2. Teria dezassete anos, quando recebi um convite do António Gonçalves (Russo das Seixas) para jogar pelas Seixas, uma equipa composta por bons jogadores, contra o Travanca de Lagos. Para mim foi como tivesse sido convocado para jogar pela Selecção Nacional.
3. Num domingo lá nos deslocámos a Travanca para o grande desafio. O campo era relativamente pequeno e tinha um declive elevado de uma baliza para a outra. Penso que havia uma oliveira mesmo junto a uma linha lateral, que nos dificultava o jogo. Como o tempo passa e as coisas mudam…
4. Decorria a segunda parte do jogo de forma animada, com o marcador em vantagem para nós, quando tivemos um canto a nosso favor, na baliza do lado nascente. O Russo (António Gonçalves) que era um exímio marcador de livres e de cantos, encaminhou-se para a bola e bateu-a de trivela, entrando esta directamente na baliza. Que golo….

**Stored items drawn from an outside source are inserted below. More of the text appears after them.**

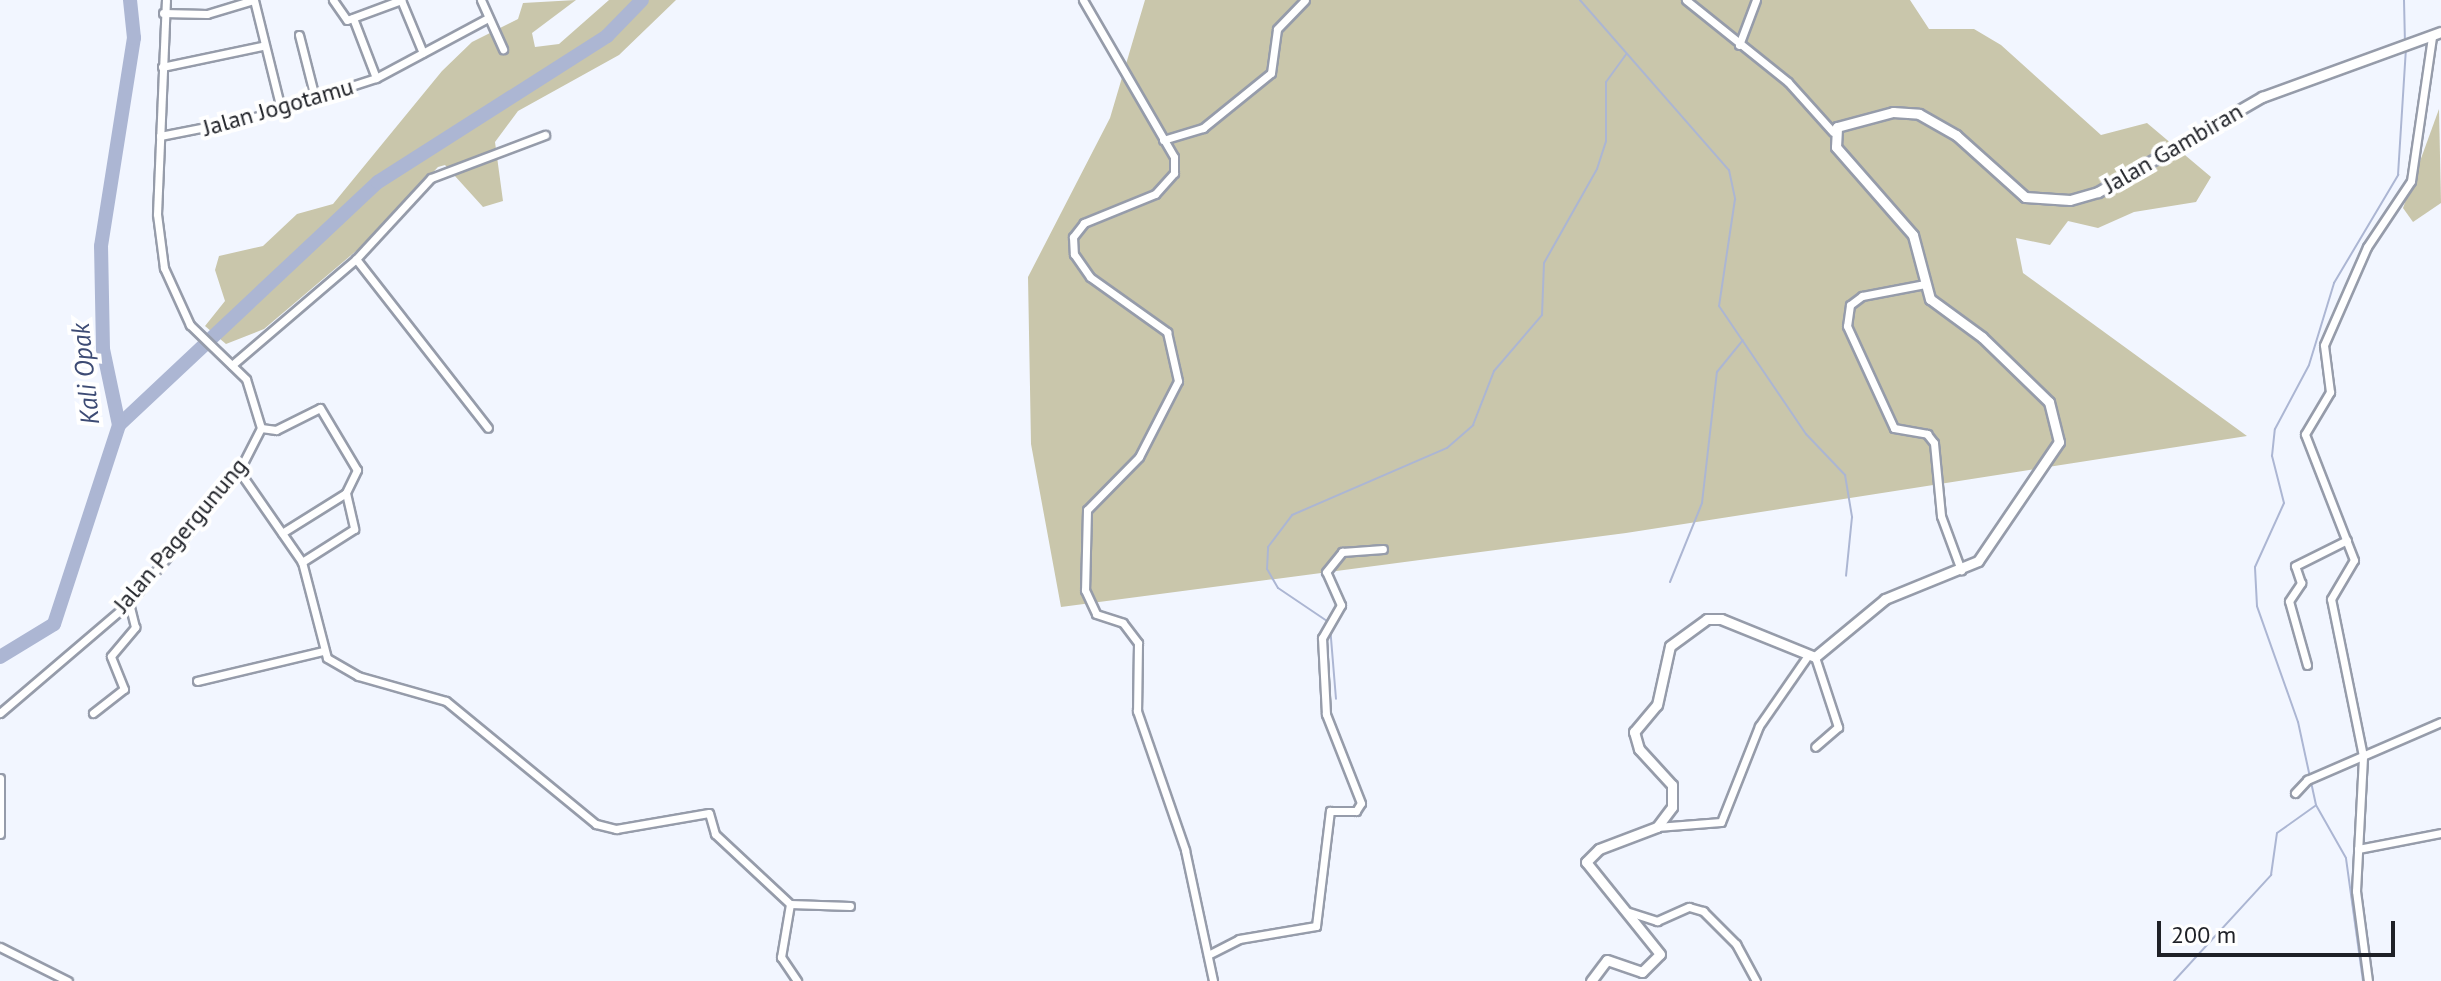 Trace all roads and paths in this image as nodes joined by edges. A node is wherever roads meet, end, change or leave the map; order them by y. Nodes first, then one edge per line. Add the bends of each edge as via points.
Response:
1 (166, 0) edge
2 (253, 0) edge
3 (333, 0) edge
4 (401, 0) edge
5 (481, 0) edge
6 (1083, 0) edge
7 (1305, 0) edge
8 (1686, 0) edge
9 (1756, 0) edge
10 (389, 2) edge
11 (163, 13) junction
12 (353, 18) junction
13 (488, 18) junction
14 (2437, 34) edge
15 (299, 35) dead end
16 (1739, 45) junction
17 (262, 46) junction
18 (503, 49) dead end
19 (423, 53) junction
20 (162, 67) junction
21 (376, 78) junction
22 (315, 98) junction
23 (281, 109) junction
24 (1833, 132) junction
25 (545, 135) dead end
26 (160, 136) junction
27 (1163, 140) junction
28 (356, 259) junction
29 (1925, 284) junction
30 (232, 365) junction
31 (261, 428) junction
32 (488, 428) dead end
33 (239, 471) junction
34 (346, 493) junction
35 (282, 533) junction
36 (2347, 540) junction
37 (1383, 549) dead end
38 (302, 562) junction
39 (1962, 572) junction
40 (129, 603) junction
41 (323, 651) junction
42 (1810, 658) junction
43 (2307, 665) dead end
44 (197, 681) dead end
45 (0, 713) edge
46 (93, 713) dead end
47 (2441, 722) edge
48 (1815, 747) dead end
49 (2363, 756) junction
50 (0, 778) edge
51 (2295, 793) dead end
52 (1657, 827) junction
53 (2441, 833) edge
54 (0, 834) edge
55 (2358, 849) junction
56 (790, 904) junction
57 (850, 906) dead end
58 (1624, 910) junction
59 (0, 947) edge
60 (1208, 955) junction
61 (68, 981) edge
62 (797, 981) edge
63 (1213, 981) edge
64 (1591, 981) edge
65 (1756, 981) edge
66 (2368, 981) edge

1 - 11 street
2 - 11 street via 207,14
2 - 17 street
3 - 12 street via 339,18
4 - 10 street
4 - 19 street
5 - 13 street
6 - 27 street
7 - 27 street via 1277,29 1271,73 1203,128
8 - 16 street
9 - 16 street
10 - 12 street
11 - 20 street
12 - 21 street
13 - 18 street
13 - 19 street, Jalan Jogotamu
14 - 24 street, Jalan Gambiran via 2262,97 2112,185 2070,200 2025,197 1956,135 1919,114 1873,115
14 - 36 street via 2411,181 2367,247 2324,345 2330,392 2305,434
15 - 22 street
16 - 24 street
17 - 20 street
17 - 23 street
19 - 21 street, Jalan Jogotamu
20 - 26 street
21 - 22 street, Jalan Jogotamu
22 - 23 street, Jalan Jogotamu
23 - 26 street, Jalan Jogotamu
24 - 29 street via 1836,147 1913,235
25 - 28 street via 431,178
26 - 30 street via 164,268 190,325
27 - 60 street via 1174,157 1167,186 1113,217 1084,223 1073,237 1074,254 1090,277 1167,332 1178,381 1139,457 1087,510 1083,570 1096,614 1129,627 1138,643 1137,711 1185,850
28 - 30 street
28 - 32 street
29 - 39 street via 1940,310 1982,337 2049,402 2060,435 1998,541
29 - 39 street via 1862,296 1850,305 1847,326 1894,428 1927,434 1934,443 1944,528
30 - 31 street via 255,399
31 - 33 street, Jalan Pagergunung
31 - 34 street via 276,430 320,408 357,470
33 - 35 street
33 - 40 street, Jalan Pagergunung
34 - 35 street
34 - 38 street via 354,529
35 - 38 street
36 - 43 street via 2295,566 2301,583 2289,601
36 - 49 street via 2354,560 2331,599
37 - 60 street via 1342,552 1327,565 1341,605 1331,626 1326,714 1343,742 1360,807 1330,811 1314,929 1239,939
38 - 41 street
39 - 42 street via 1885,599
40 - 45 street, Jalan Pagergunung
40 - 46 street via 135,627 111,656 124,689
41 - 44 street
41 - 56 street via 358,676 446,701 469,715 596,824 616,829 709,813 715,834
42 - 48 street via 1838,727
42 - 52 street via 1759,726 1721,822
42 - 52 street via 1721,619 1707,619 1670,646 1657,705 1634,732 1675,796
47 - 49 street
49 - 51 street via 2307,780
49 - 55 street
50 - 54 street
52 - 58 street via 1599,849 1586,862
53 - 55 street
55 - 66 street
56 - 57 street
56 - 62 street via 781,957
58 - 64 street via 1658,944 1657,962 1642,972 1607,960
58 - 65 street via 1657,921 1689,907 1703,911 1732,939
59 - 61 street
60 - 63 street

5. Qual é o nosso espanto que o árbitro, era o meu amigo Zé Pizorga, apita e manda repetir o canto. Protesta-se …há confusão, mas o árbitro mantém a sua decisão. Já não me recordo bem qual era a desculpa para anular o golo. Uma destas era: ou que ainda não tinha apitado quando a bola foi chutada ou que estava fora do quarto de círculo.
6. Recordo-me como se fosse hoje, o Russo pega na bola, encaminha-se para o local da marcação do canto e vira-se para o árbitro e diz-lhe: “não te adianta nada anulares o golo, porque vai ser golo novamente”.
7. O Russo faz uma carícia à bola, coloca-a no quarto de círculo, recua e remata novamente de trivela. Esta faz um pequeno arco e entra novamente na baliza. Vira-se para o árbitro e diz-lhe: “anula também este”. O Zé sorri e responde: “se calhar já não deveria ter anulado o outro”.
8. Não sei se foi inspiração divina, mas que isto aconteceu como eu relato aconteceu. Dois golos a papel químico mas só um valeu. No final do jogo beberam-se uns copos e a amizade entre as pessoas ficou, não ficando nenhum rancor pelo golo anulado.
9. E quem acredita que foi o Ricardo Quaresma que inventou aquela trivela, aquele efeito na bola com a parte posterior do pé que ele tão bem faz, engana-se. Quem inventou essa trivela não sei, mas sei que o Russo das Seixas já a fazia na década de setenta. Sei que marquei muitos golos de cabeça, com o Russo a colocar a bola no sítio certo para eu rematar.
10. Esta minha crónica é uma forma de homenagear o homem que foi um grande jogador de futebol no seu tempo e ao qual agradeço a paciência que por vezes teve em me aturar. Ele não sabe, mas como jogador foi meu ídolo.